Mr Wansey, whose life went from the top shelf to more straitened circumstances, was diagnosed in September last year with bowel cancer.
“He had an operation then and was going all right on oral chemotherapy but the cancer became resistant to it and he was hospitalised,” son Andrew Wansey said from Sydney on Friday.
“They stopped the treatment about six weeks ago and he died on Wednesday.”
Michael Wansey was born in Newcastle on April 18, 1939. He lived as a child in various places including Mosman, and was schooled at Moss Vale and in New York.
As recalled in the official Fairfax family history, Gavin Souter’s Company of Heralds, Michael’s father Sydney Wansey inherited control of the Newcastle Herald from his next-door neighbours, the Berkeleys, who were childless and raised Syd as their own.
Syd sold Fairfax a 45 per cent share in 1961. Company of Heralds says that after Syd’s death in 1970 his widow, Francoise, “with the consent of her son (Michael), who was residual beneficiary”, sold the remaining 55 per cent of Newcastle Newspapers to Fairfax, giving it full control.
The financial windfall freed Michael – who had learned the ropes by working in the business – to pursue other interests. The Wanseys had a stake in NBN, along with the Lamb family, and Michael started The Star newspaper, with the first edition rolling off the presses on October 10, 1979. After being owned by NBN and Rural Press, the Star is now a Fairfax publication.
“He was extremely proud of the fact that he managed to set up a paper with that type of circulation at the time up against the Sun and the Herald in Newcastle,” Andrew said.

Wansey’s other business love was transport. After selling his stake in NBN to fellow entrepreneur Kevin Parry, he started Australian Vintage Travel, which ran a luxury train, the Southern Cross Express, between Sydney, Canberra and Melbourne.
Modelled on the Orient Express, it was described by the Sun-Herald in 1988 as “a world of opulence and elegance to rival any of the nation's luxury hotels”.
Wansey bought and restructured Rebel Air – a trio of Douglas DC-3 planes – operating mainly as a freight service although it also flew singer Joe Cocker and his entourage around the country for a national tour.

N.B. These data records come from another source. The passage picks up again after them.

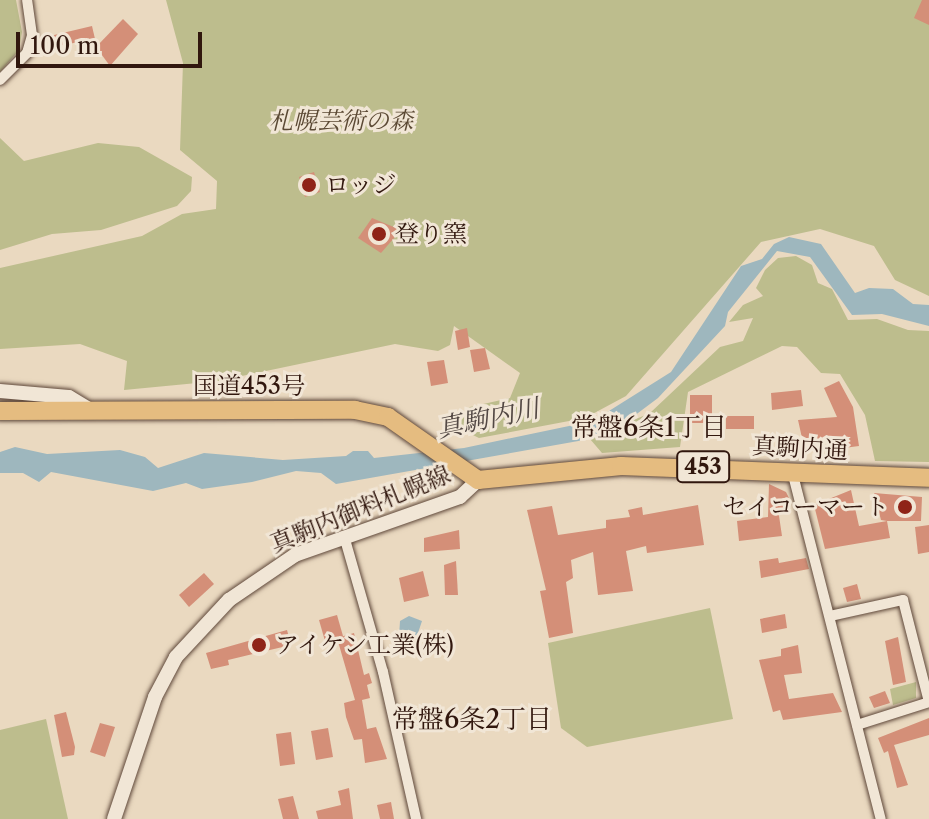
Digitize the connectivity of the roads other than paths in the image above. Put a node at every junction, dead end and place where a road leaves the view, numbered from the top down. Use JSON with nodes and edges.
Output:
{"nodes":[{"id":1,"x":27,"y":0,"type":"edge"},
{"id":2,"x":0,"y":80,"type":"edge"},
{"id":3,"x":0,"y":391,"type":"edge"},
{"id":4,"x":0,"y":411,"type":"edge"},
{"id":5,"x":93,"y":411,"type":"junction"},
{"id":6,"x":792,"y":471,"type":"junction"},
{"id":7,"x":929,"y":478,"type":"edge"},
{"id":8,"x":478,"y":480,"type":"junction"},
{"id":9,"x":344,"y":536,"type":"junction"},
{"id":10,"x":830,"y":616,"type":"junction"},
{"id":11,"x":929,"y":702,"type":"edge"},
{"id":12,"x":857,"y":725,"type":"junction"},
{"id":13,"x":114,"y":819,"type":"edge"},
{"id":14,"x":416,"y":819,"type":"edge"},
{"id":15,"x":881,"y":819,"type":"edge"}],
"edges":[{"from":1,"to":2,"type":"street"},
{"from":3,"to":5,"type":"main road"},
{"from":4,"to":5,"type":"highway","name":"国道453号"},
{"from":5,"to":8,"type":"highway","name":"国道453号"},
{"from":6,"to":7,"type":"highway","name":"真駒内通","number":"453"},
{"from":6,"to":8,"type":"highway","name":"真駒内通","number":"453"},
{"from":6,"to":10,"type":"street"},
{"from":8,"to":9,"type":"main road","name":"真駒内御料札幌線"},
{"from":9,"to":13,"type":"main road","name":"真駒内御料札幌線"},
{"from":9,"to":14,"type":"street"},
{"from":10,"to":11,"type":"street"},
{"from":10,"to":12,"type":"street"},
{"from":11,"to":12,"type":"street"},
{"from":12,"to":15,"type":"street"}]}
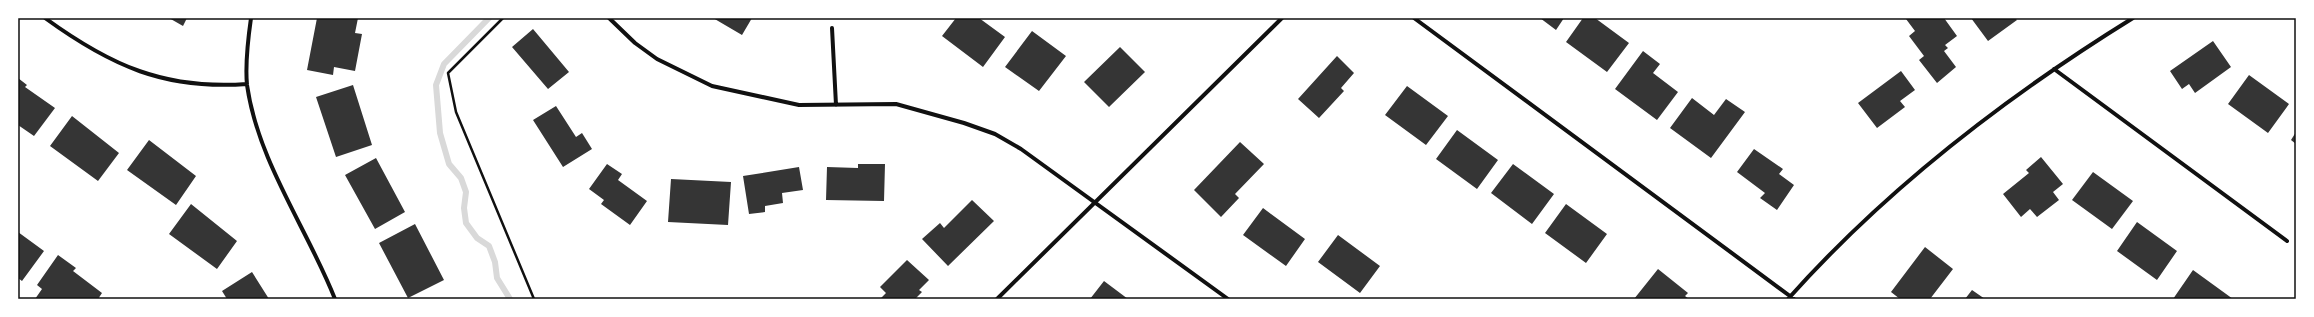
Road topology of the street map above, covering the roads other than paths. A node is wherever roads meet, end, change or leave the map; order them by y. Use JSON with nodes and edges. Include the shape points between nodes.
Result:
{"nodes":[{"id":1,"x":45,"y":18,"type":"edge"},
{"id":2,"x":251,"y":18,"type":"edge"},
{"id":3,"x":609,"y":18,"type":"edge"},
{"id":4,"x":1282,"y":18,"type":"edge"},
{"id":5,"x":1414,"y":18,"type":"edge"},
{"id":6,"x":2133,"y":18,"type":"edge"},
{"id":7,"x":832,"y":28,"type":"dead end"},
{"id":8,"x":2054,"y":69,"type":"junction"},
{"id":9,"x":247,"y":84,"type":"junction"},
{"id":10,"x":836,"y":104,"type":"junction"},
{"id":11,"x":1095,"y":202,"type":"junction"},
{"id":12,"x":2287,"y":241,"type":"dead end"},
{"id":13,"x":1791,"y":298,"type":"edge"},
{"id":14,"x":335,"y":299,"type":"edge"},
{"id":15,"x":997,"y":299,"type":"edge"},
{"id":16,"x":1228,"y":299,"type":"edge"}],
"edges":[{"from":1,"to":9,"type":"street","via":[[94,51],[137,72],[167,81],[198,85]]},
{"from":2,"to":9,"type":"street"},
{"from":3,"to":10,"type":"street","via":[[635,43],[657,59],[712,86],[793,104]]},
{"from":4,"to":11,"type":"street"},
{"from":5,"to":13,"type":"street"},
{"from":6,"to":8,"type":"street"},
{"from":7,"to":10,"type":"street"},
{"from":8,"to":12,"type":"street"},
{"from":8,"to":13,"type":"street","via":[[1964,135],[1897,192],[1848,237]]},
{"from":9,"to":14,"type":"street","via":[[266,152]]},
{"from":10,"to":11,"type":"street","via":[[896,104],[995,134],[1021,149]]},
{"from":11,"to":15,"type":"street"},
{"from":11,"to":16,"type":"street"}]}
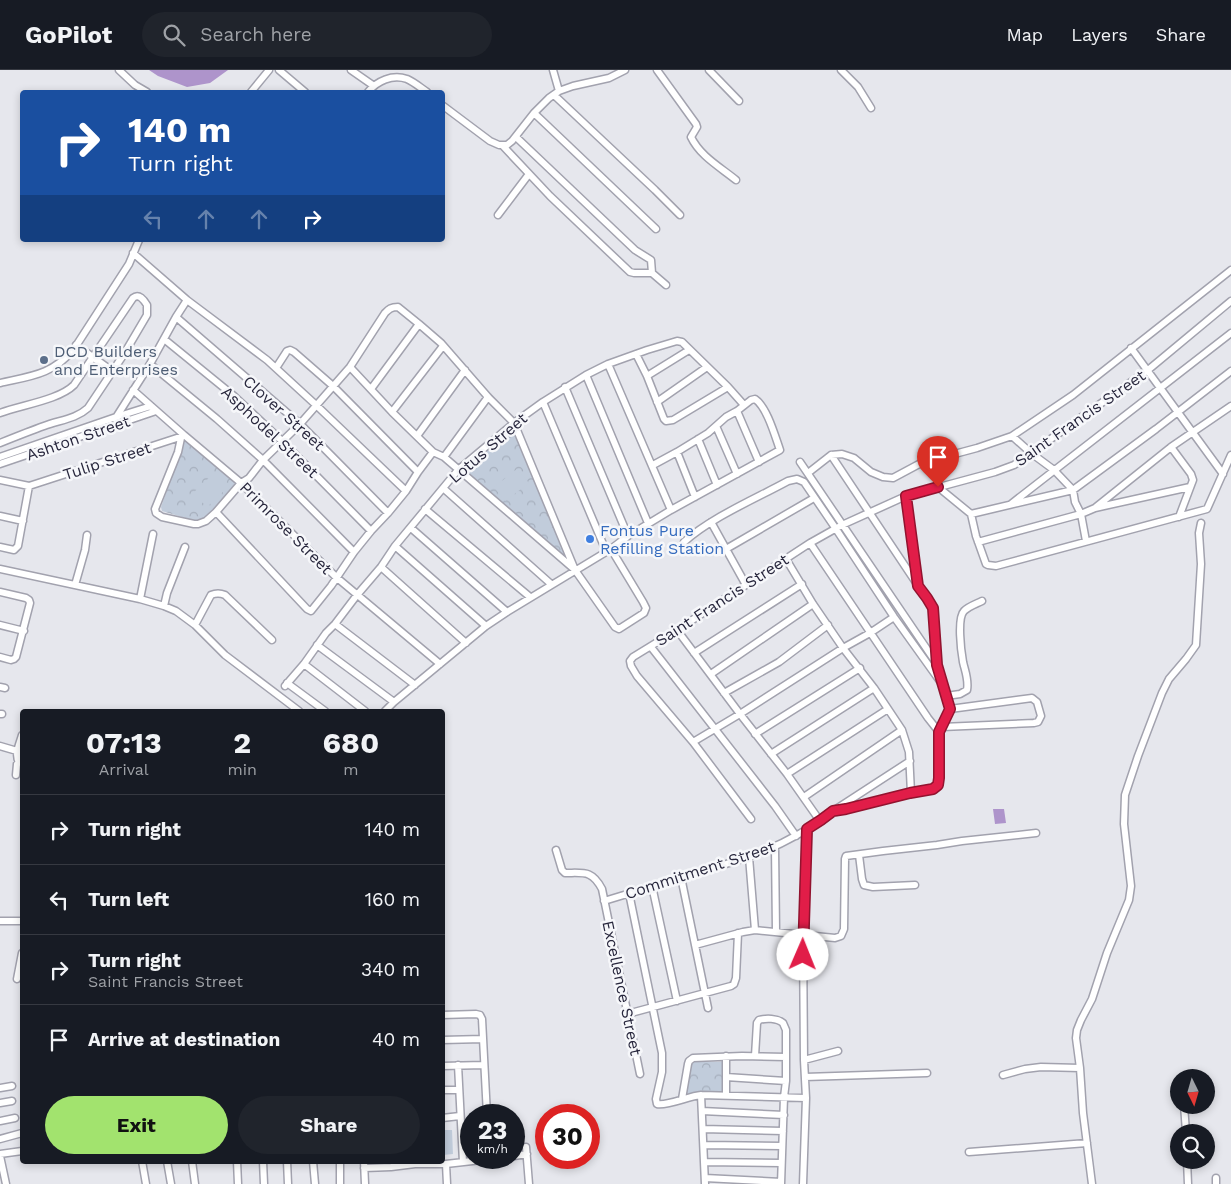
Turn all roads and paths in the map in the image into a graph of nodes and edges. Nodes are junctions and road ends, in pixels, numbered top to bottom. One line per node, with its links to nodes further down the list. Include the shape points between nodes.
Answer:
1 (118, 70): 11 (street)
2 (268, 70): 12 (street)
3 (279, 70): 13 (street)
4 (351, 70): 10 (street)
5 (554, 70): 16 (street)
6 (625, 70): 16 (street, via 610,78)
7 (657, 70): 24 (street, via 696,124 691,137 696,145)
8 (709, 70): 17 (street)
9 (841, 70): 19 (street, via 858,87)
10 (374, 86): 14 (street); 15 (street, via 381,81 401,78)
11 (144, 90)
12 (253, 90)
13 (303, 90)
14 (370, 90)
15 (424, 90)
16 (557, 93): 20 (street); 26 (street)
17 (739, 101)
18 (445, 106): 22 (street, via 490,141)
19 (871, 108)
20 (534, 113): 21 (street); 27 (street)
21 (516, 137): 22 (street); 31 (street, via 629,244 651,260)
22 (503, 146): 23 (street)
23 (529, 174): 25 (street); 31 (street, via 630,272)
24 (736, 180)
25 (498, 215)
26 (680, 215)
27 (656, 229)
28 (138, 242): 29 (street)
29 (133, 253): 33 (street); 39 (street)
30 (1231, 270): 41 (street)
31 (652, 273): 32 (street)
32 (666, 285)
33 (187, 300): 35 (street); 49 (street)
34 (1231, 301): 51 (street, Saint Francis Street)
35 (176, 317): 38 (street); 76 (street, Clover Street)
36 (419, 324): 40 (street); 47 (street, via 398,307 389,309); 61 (street)
37 (1231, 333): 60 (street)
38 (164, 339): 45 (street); 84 (street, Asphodel Street, via 234,396)
39 (76, 345): 44 (street); 56 (street, via 66,360 47,371)
40 (443, 346): 50 (street); 70 (street)
41 (1131, 348): 51 (street); 81 (street, via 1073,395)
42 (689, 350): 43 (street, Lotus Street, via 677,341); 48 (street, Lotus Street); 55 (street)
43 (636, 354): 46 (street, Lotus Street); 55 (street)
44 (93, 358): 52 (street); 52 (street, via 133,298 139,296 144,299 147,315); 73 (street, via 69,390)
45 (150, 364): 62 (street); 94 (street)
46 (608, 364): 54 (street, Lotus Street); 98 (street)
47 (350, 367): 57 (street); 61 (street)
48 (707, 367): 58 (street, Lotus Street); 65 (street)
49 (276, 368): 57 (street, via 290,350); 66 (street)
50 (465, 370): 63 (street); 80 (street)
51 (1148, 370): 60 (street); 89 (street, Saint Francis Street)
52 (112, 371): 85 (street, via 82,414)
53 (1231, 371): 72 (street)
54 (586, 375): 59 (street, Lotus Street); 130 (street)
55 (647, 376): 65 (street)
56 (0, 383)
57 (333, 386): 66 (street); 101 (street)
58 (728, 386): 65 (street, via 669,421 664,419); 67 (street, Lotus Street)
59 (565, 387): 64 (street, Lotus Street); 137 (street)
60 (1161, 387): 72 (street); 100 (street)
61 (371, 389): 70 (street)
62 (133, 390): 69 (street, Primrose Street); 74 (street)
63 (488, 397): 75 (street); 93 (street)
64 (542, 402): 75 (street, Lotus Street); 146 (street)
65 (657, 402)
66 (316, 405): 76 (street); 113 (street)
67 (744, 405): 71 (street); 95 (street, via 755,399 759,401 780,450)
68 (1231, 406): 79 (street)
69 (154, 408): 74 (street, Ashton Street); 77 (street, Ashton Street); 82 (street, Primrose Street)
70 (392, 412): 80 (street)
71 (737, 412): 78 (street); 95 (street)
72 (1178, 412): 79 (street); 112 (street)
73 (0, 413)
74 (116, 417): 77 (street); 92 (street, Ashton Street)
75 (514, 423): 99 (street, Lotus Street); 151 (street)
76 (300, 424): 84 (street); 123 (street, Clover Street)
77 (113, 426): 97 (street, Ashton Street)
78 (716, 426): 83 (street); 103 (street)
79 (1194, 432): 86 (street); 104 (street)
80 (417, 436): 87 (street)
81 (1012, 436): 89 (street); 90 (street, via 921,464 893,478 870,472 854,458)
82 (183, 437): 106 (street, Primrose Street); 108 (street, Tulip Street); 121 (street, via 156,513 198,524)
83 (698, 439): 88 (street); 107 (street)
84 (282, 441): 94 (street); 134 (street, Asphodel Street)
85 (0, 443)
86 (1171, 446): 110 (street, via 1192,474); 118 (street)
87 (433, 452): 93 (street); 101 (street)
88 (677, 452): 98 (street); 115 (street)
89 (1031, 453): 100 (street); 109 (street, Saint Francis Street, via 1007,468)
90 (831, 455): 102 (street); 122 (street)
91 (1231, 455): 104 (street)
92 (0, 457)
93 (444, 457): 99 (street)
94 (263, 460): 106 (street); 147 (street)
95 (759, 462): 103 (street)
96 (800, 462): 102 (street)
97 (0, 464)
98 (653, 465): 120 (street)
99 (458, 470): 111 (street, Lotus Street); 151 (street)
100 (1054, 470): 112 (street); 117 (street)
101 (418, 472): 113 (street)
102 (808, 473): 132 (street)
103 (737, 474): 107 (street)
104 (1223, 474): 127 (street, via 1207,509)
105 (0, 480): 108 (street)
106 (241, 483): 121 (street); 152 (street, Primrose Street)
107 (717, 485): 115 (street)
108 (29, 486): 128 (street)
109 (938, 487): 114 (street, Saint Francis Street); 124 (street)
110 (1190, 487): 118 (street); 127 (street)
111 (443, 488): 119 (street, Lotus Street); 153 (street)
112 (1073, 490): 117 (street); 125 (street)
113 (406, 491): 123 (street)
114 (906, 496): 122 (street, Saint Francis Street); 157 (street)
115 (695, 497): 120 (street)
116 (814, 498): 129 (street, via 804,482 797,479); 132 (street); 145 (street)
117 (1009, 505): 124 (street)
118 (1095, 508): 125 (street)
119 (425, 509): 133 (street, Lotus Street); 160 (street)
120 (671, 510): 130 (street)
121 (216, 512): 152 (street, via 309,611 313,610)
122 (869, 512): 132 (street, Saint Francis Street); 157 (street)
123 (388, 513): 134 (street)
124 (970, 514): 140 (street)
125 (1081, 514): 138 (street); 140 (street)
126 (0, 516): 128 (street)
127 (1179, 517): 138 (street)
128 (23, 521): 143 (street, via 16,549)
129 (711, 522): 139 (street); 145 (street)
130 (648, 523): 137 (street)
131 (1201, 523): 256 (street, via 1196,645 1162,692 1125,796 1124,824 1131,893 1092,999 1077,1030)
132 (839, 527): 141 (street, Saint Francis Street); 166 (street); 184 (street)
133 (411, 528): 142 (street, Lotus Street); 165 (street)
134 (371, 532): 147 (street)
135 (153, 534): 161 (street)
136 (87, 535): 155 (street)
137 (628, 536): 146 (street)
138 (1086, 541): 140 (street, via 996,566 986,564)
139 (684, 542)
140 (978, 542)
141 (810, 543): 148 (street, Saint Francis Street); 174 (street)
142 (395, 546): 149 (street, Lotus Street); 171 (street)
143 (0, 547)
144 (185, 547): 164 (street)
145 (726, 549): 156 (street)
146 (608, 550): 151 (street); 151 (street, via 646,608 644,613 621,628 615,627)
147 (354, 552): 152 (street)
148 (786, 559): 154 (street); 156 (street, Saint Francis Street)
149 (381, 566): 159 (street, Lotus Street); 176 (street)
150 (0, 570): 155 (street)
151 (575, 570): 153 (street)
152 (336, 577): 159 (street, Primrose Street)
153 (551, 584): 160 (street)
154 (802, 584): 163 (street); 180 (street)
155 (75, 585): 161 (street)
156 (746, 585): 172 (street, Saint Francis Street)
157 (918, 586): 184 (street, via 933,608)
158 (0, 592): 173 (street, via 29,600)
159 (357, 595): 168 (street, Lotus Street); 183 (street, Primrose Street)
160 (530, 597): 165 (street)
161 (140, 599): 164 (street)
162 (982, 600): 191 (street, via 961,616 967,690)
163 (813, 604): 170 (street); 186 (street)
164 (164, 606): 167 (street)
165 (507, 612): 171 (street)
166 (894, 617): 174 (street); 187 (street)
167 (195, 624): 175 (street, via 211,595 221,594); 193 (street, via 225,655)
168 (335, 624): 177 (street, Lotus Street); 188 (street)
169 (0, 625): 173 (street)
170 (828, 625): 179 (street); 190 (street, via 779,662)
171 (486, 626): 176 (street)
172 (677, 630): 178 (street, Saint Francis Street); 180 (street)
173 (24, 631): 181 (street, via 14,659)
174 (870, 633): 179 (street); 201 (street, via 928,718)
175 (272, 640)
176 (466, 643): 183 (street)
177 (317, 645): 182 (street, Lotus Street); 192 (street)
178 (651, 646): 200 (street); 204 (street, Saint Francis Street, via 633,657 630,666)
179 (843, 648): 185 (street); 199 (street)
180 (694, 653): 186 (street)
181 (0, 657)
182 (304, 664): 194 (street, Lotus Street, via 286,685); 195 (street)
183 (440, 664): 188 (street)
184 (937, 665): 187 (street)
185 (860, 668): 189 (street); 203 (street)
186 (710, 674): 190 (street)
187 (942, 684): 191 (street)
188 (415, 685): 192 (street)
189 (874, 688): 197 (street); 208 (street)
190 (724, 693): 199 (street)
191 (946, 696): 198 (street)
192 (394, 702): 196 (street)
193 (296, 709)
194 (322, 709)
195 (362, 709)
196 (387, 709)
197 (888, 709): 202 (street); 212 (street)
198 (950, 709): 201 (street); 201 (street, via 1032,698 1037,702 1041,716 1034,723)
199 (740, 714): 200 (street); 203 (street)
200 (714, 729): 204 (street); 221 (street)
201 (941, 729): 214 (street, via 938,785)
202 (902, 730): 209 (street); 215 (street)
203 (755, 734): 208 (street)
204 (693, 742): 217 (street)
205 (20, 743): 207 (street)
206 (0, 746): 207 (street)
207 (18, 751): 210 (street)
208 (771, 754): 212 (street)
209 (910, 761): 214 (street); 216 (street, Commitment Street)
210 (20, 762)
211 (20, 763): 213 (street, via 17,764)
212 (787, 774): 215 (street)
213 (16, 775)
214 (910, 793): 216 (street)
215 (804, 797): 218 (street)
216 (833, 811): 218 (street, Commitment Street)
217 (751, 819)
218 (820, 821): 219 (street, Commitment Street)
219 (807, 829): 221 (street, Commitment Street); 236 (street)
220 (1036, 833): 224 (street)
221 (796, 836): 222 (street, Commitment Street)
222 (775, 847): 225 (street, Commitment Street); 234 (street)
223 (556, 850): 230 (street, Excellence Street, via 562,870 594,877 602,889)
224 (859, 855): 227 (street, via 864,885); 236 (street, via 848,855 845,859 843,934 835,938)
225 (749, 857): 226 (street, Commitment Street); 233 (street)
226 (681, 877): 228 (street, Commitment Street); 237 (street)
227 (915, 885)
228 (652, 886): 229 (street, Commitment Street); 241 (street)
229 (629, 893): 230 (street, Commitment Street); 242 (street)
230 (604, 901): 244 (street, Excellence Street)
231 (0, 921): 232 (street)
232 (20, 921)
233 (755, 930): 234 (street); 235 (street)
234 (776, 932): 236 (street)
235 (738, 933): 237 (street); 240 (street, via 734,984)
236 (803, 935): 252 (street)
237 (695, 945): 240 (street)
238 (20, 968): 239 (street)
239 (17, 979)
240 (705, 994): 241 (street); 243 (street)
241 (677, 1001): 242 (street)
242 (653, 1007): 244 (street); 271 (street, via 663,1060 656,1102 663,1105)
243 (708, 1008)
244 (627, 1014): 258 (street, Excellence Street)
245 (445, 1015): 246 (street, via 480,1016)
246 (483, 1039): 247 (street); 254 (street)
247 (445, 1040)
248 (838, 1051): 252 (street)
249 (726, 1056): 250 (street); 260 (street); 271 (street, via 691,1059)
250 (754, 1056): 251 (street); 251 (street, via 757,1023 763,1019 783,1022)
251 (786, 1058): 262 (street)
252 (804, 1060): 261 (street)
253 (458, 1065): 254 (street); 255 (street); 266 (street)
254 (484, 1065): 274 (street)
255 (445, 1066)
256 (1080, 1068): 259 (street, via 1041,1067); 285 (street)
257 (927, 1073): 261 (street)
258 (640, 1074)
259 (1004, 1075)
260 (726, 1077): 262 (street); 268 (street)
261 (804, 1077): 270 (street)
262 (786, 1081): 269 (street)
263 (12, 1086): 264 (street)
264 (0, 1088)
265 (445, 1090): 266 (street)
266 (458, 1090): 277 (street)
267 (702, 1095): 268 (street); 271 (street); 275 (street)
268 (726, 1095): 269 (street)
269 (784, 1098): 270 (street); 276 (street)
270 (806, 1098): 321 (street)
271 (682, 1099)
272 (12, 1101): 273 (street)
273 (0, 1103)
274 (486, 1104)
275 (702, 1111): 276 (street); 281 (street)
276 (784, 1115): 282 (street)
277 (460, 1116): 279 (street)
278 (15, 1118): 280 (street)
279 (445, 1118)
280 (0, 1121)
281 (703, 1129): 282 (street); 286 (street)
282 (783, 1132): 287 (street)
283 (20, 1134): 284 (street)
284 (0, 1139)
285 (1087, 1143): 290 (street); 322 (street)
286 (704, 1145): 287 (street); 293 (street)
287 (782, 1146): 294 (street)
288 (20, 1151): 291 (street)
289 (525, 1152): 320 (street)
290 (969, 1152)
291 (0, 1155): 308 (street)
292 (460, 1162): 304 (street)
293 (704, 1162): 294 (street); 307 (street)
294 (781, 1163): 309 (street)
295 (143, 1164): 310 (street)
296 (168, 1164): 311 (street)
297 (192, 1164): 312 (street)
298 (237, 1164): 313 (street)
299 (263, 1164): 314 (street)
300 (287, 1164): 315 (street)
301 (313, 1164): 316 (street)
302 (340, 1164): 317 (street)
303 (390, 1164): 305 (street)
304 (446, 1164): 319 (street)
305 (364, 1165): 318 (street)
306 (1187, 1169): 323 (street)
307 (705, 1181): 309 (street)
308 (4, 1183)
309 (781, 1183)
310 (146, 1184)
311 (171, 1184)
312 (195, 1184)
313 (238, 1184)
314 (264, 1184)
315 (288, 1184)
316 (314, 1184)
317 (340, 1184)
318 (365, 1184)
319 (448, 1184)
320 (529, 1184)
321 (803, 1184)
322 (1092, 1184)
323 (1188, 1184)

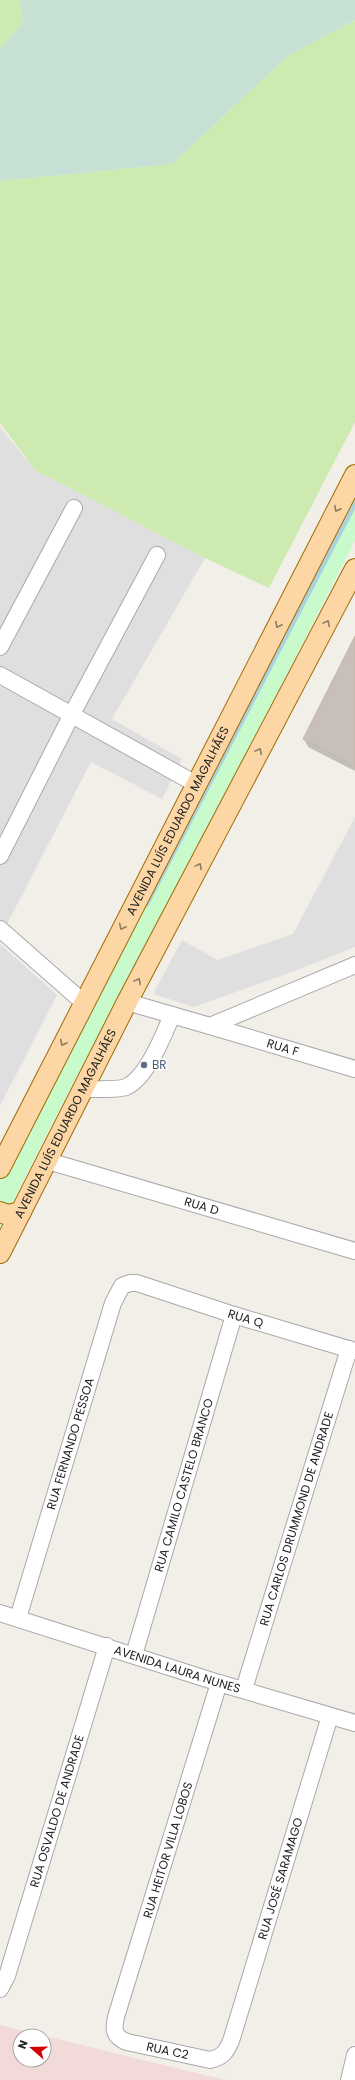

An enthusiastic pilot, Wansey also restored an old Catalina sea plane, which he landed on Lake Macquarie.
He was heavily involved in the restoration of the former Sydney ferry, South Steyne, although the project ran out of money and the vessel was snapped up by another Novocastrian, then Cambridge Hotel publican Brian McDermott, who ran it as a restaurant on the foreshore before taking it to Sydney for the 2000 Olympics.
Andrew said his father’s later years were difficult.

“He lost everything in the 1987 stockmarket crash and he was driving coaches to make ends meet. Then he was director of the Australian Waterski Association – we were a waterskiing family – and then he went to America in the 1990s and worked for an ad company in Texas.
“He started a driving school and was getting back on his feet when the global financial crisis hit and the business went downhill and he went through another divorce.”
It was his third. Andrew says he paid for a one-way ticket to fly his father back to Australia in 2009 and even at 70 he was determined to keep working, and he drove airport transfers while living at Emu Plains.
Andrew said his father was an enthusiastic and determined businessman who taught him “the importance of resilience”.
“He went broke but managed to pick himself up and go again and rebuild his life,” Andrew said. “And it happened to him three times. He never gave up and I think that helps me to be resilient and look at different ways of doing things. To realise that if something chronically bad happens, it’s not the end of the world.”
Michael Wansey is survived by his three children, Carolyn Campbell, Andrew Wansey and Belinda Wansey, and his four grandchildren. His funeral is at 11.30am on Friday at Sydney’s Northern Suburbs Crematorium.